- **WORK INSTRUCTIONS**
Please retype every record exactly as it appears, omitting the pictures.

-------- AVAILABLE RECORDS --------

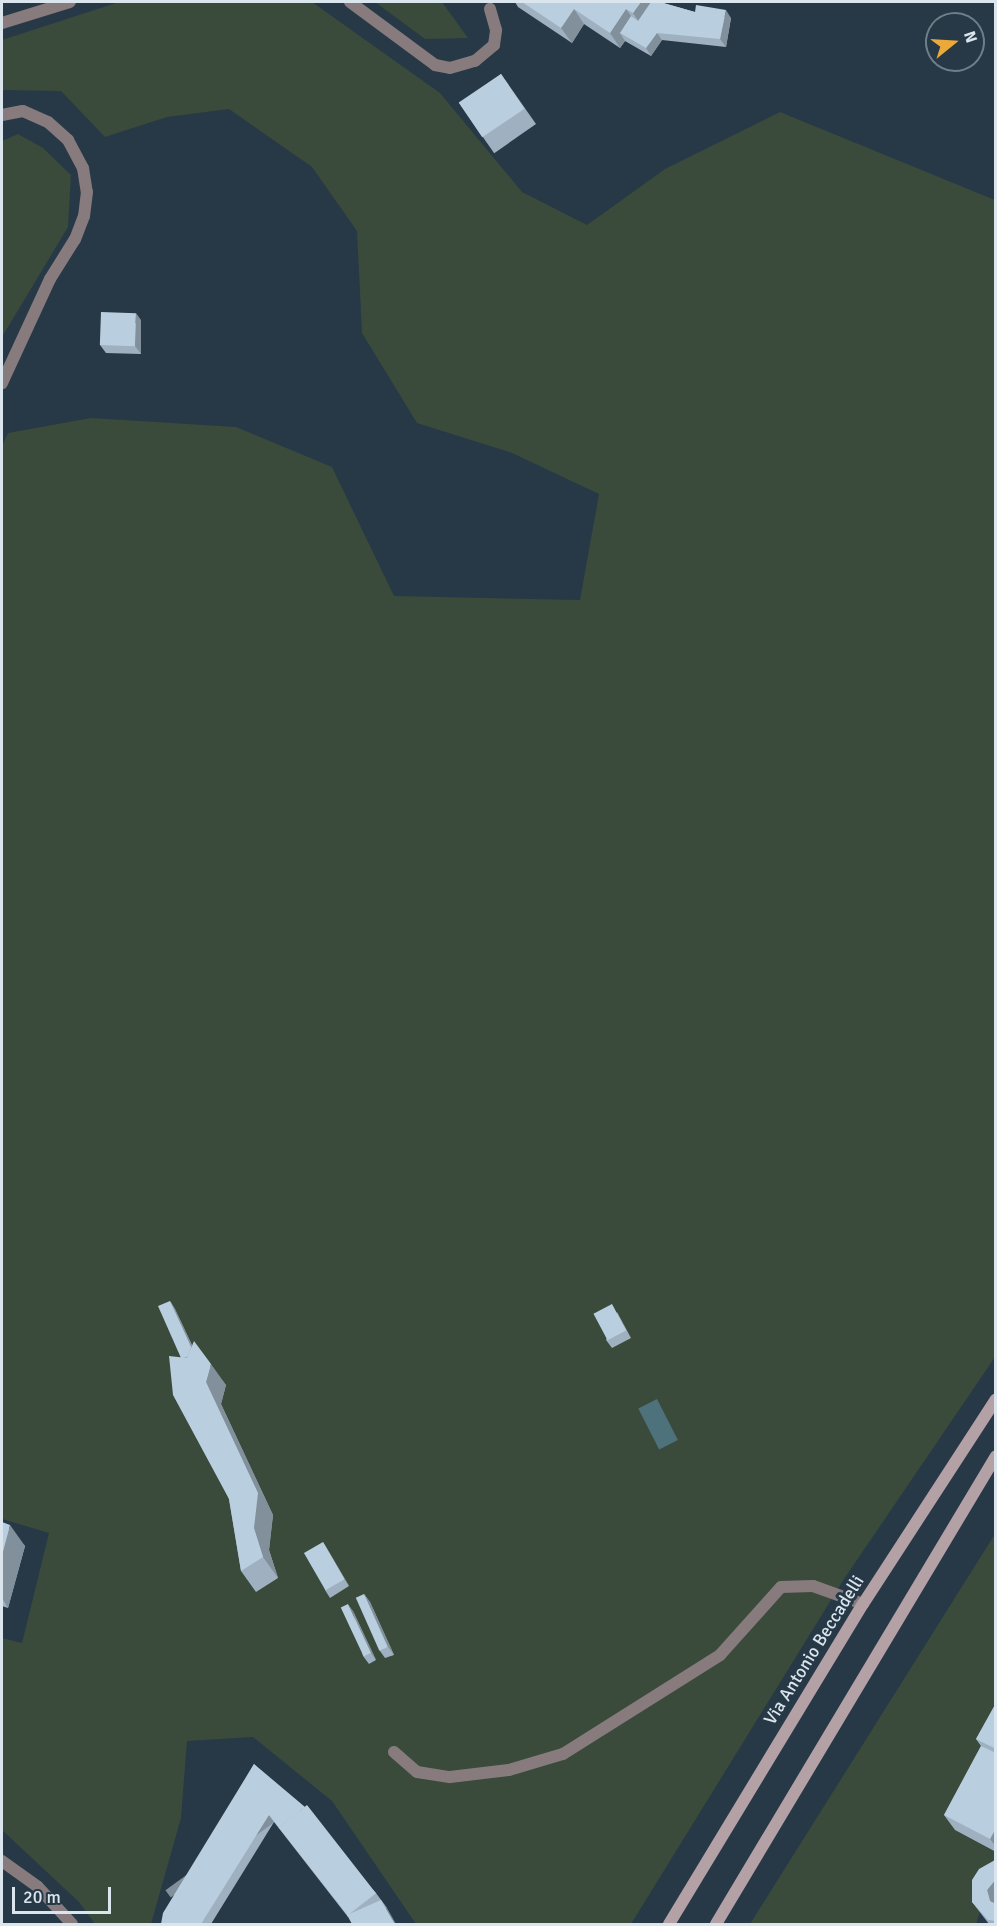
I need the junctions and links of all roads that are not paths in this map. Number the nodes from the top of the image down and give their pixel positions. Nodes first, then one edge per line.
1 (70, 2) edge
2 (350, 2) edge
3 (490, 9) dead end
4 (2, 23) edge
5 (2, 114) edge
6 (2, 383) edge
7 (996, 1399) edge
8 (996, 1456) edge
9 (863, 1604) junction
10 (394, 1752) dead end
11 (2, 1861) edge
12 (72, 1924) edge
13 (669, 1924) edge
14 (716, 1924) edge

1 - 4 lane
2 - 3 lane
5 - 6 lane
7 - 9 main road, Via Antonio Beccadelli
8 - 14 main road
9 - 10 lane
9 - 13 main road, Via Antonio Beccadelli
11 - 12 lane

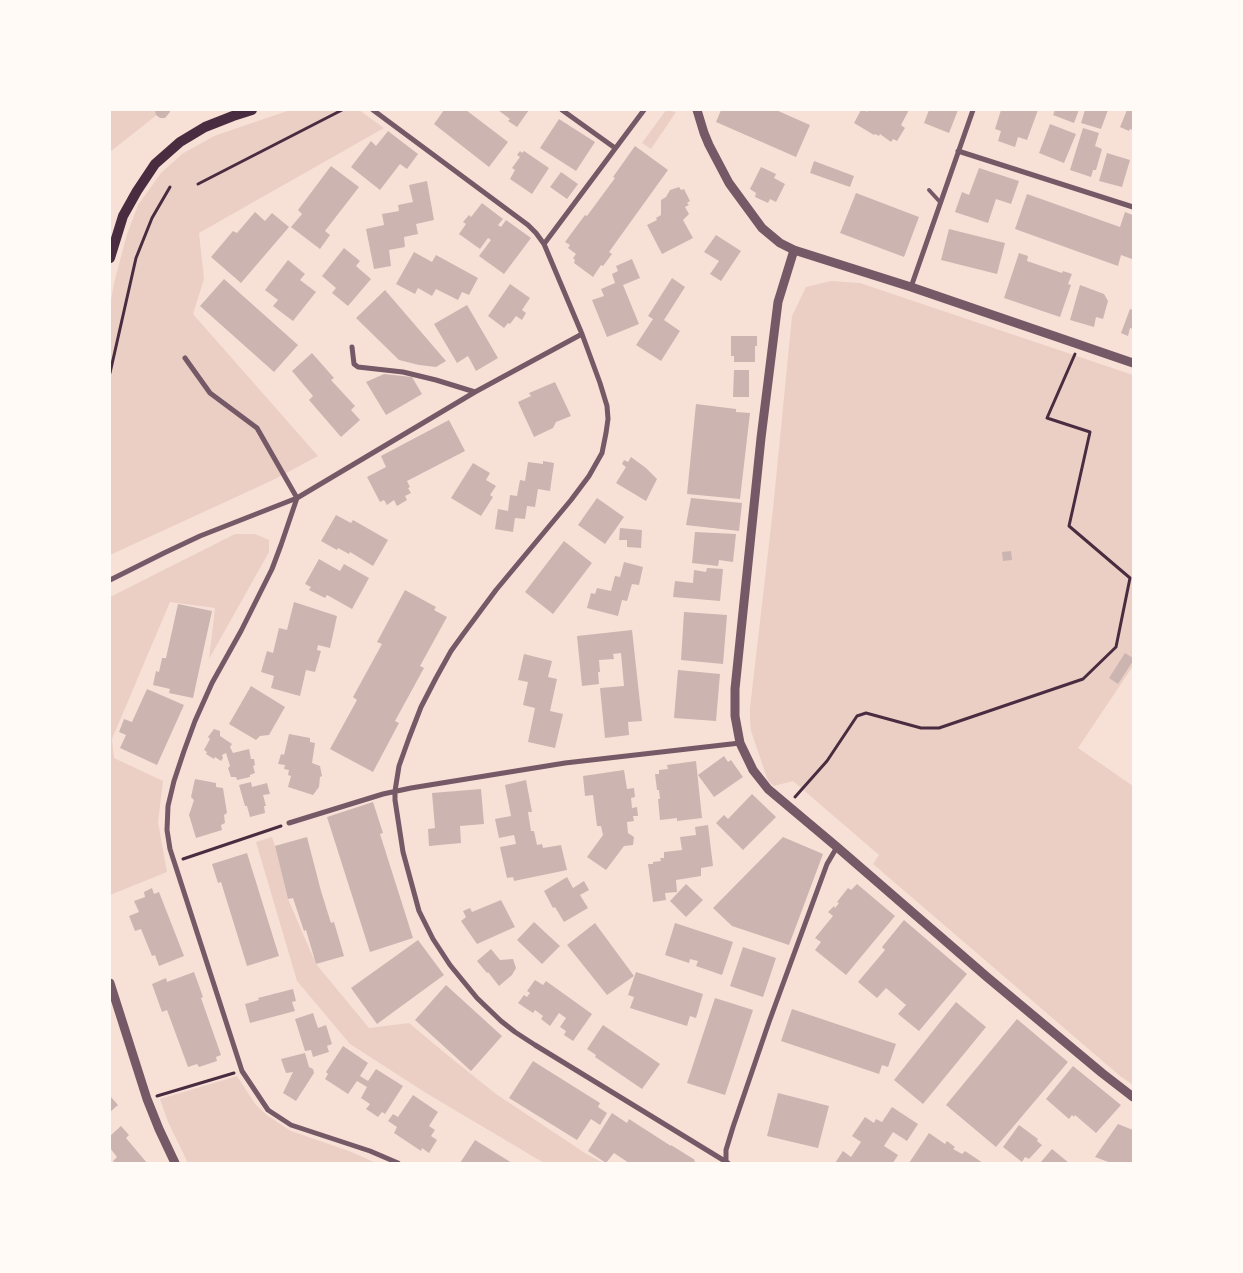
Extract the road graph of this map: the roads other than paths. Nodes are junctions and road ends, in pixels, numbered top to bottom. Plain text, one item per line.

--------

- **SOLUTION**
I need the junctions and links of all roads that are not paths in this map. Number the nodes from the top of the image down and give their pixel positions. Nodes first, then one edge per line.
1 (70, 2) edge
2 (350, 2) edge
3 (490, 9) dead end
4 (2, 23) edge
5 (2, 114) edge
6 (2, 383) edge
7 (996, 1399) edge
8 (996, 1456) edge
9 (863, 1604) junction
10 (394, 1752) dead end
11 (2, 1861) edge
12 (72, 1924) edge
13 (669, 1924) edge
14 (716, 1924) edge

1 - 4 lane
2 - 3 lane
5 - 6 lane
7 - 9 main road, Via Antonio Beccadelli
8 - 14 main road
9 - 10 lane
9 - 13 main road, Via Antonio Beccadelli
11 - 12 lane

Extract the road graph of this map: the roads other than paths. Nodes are junctions and road ends, in pixels, numbered top to bottom. Plain text, one item per line.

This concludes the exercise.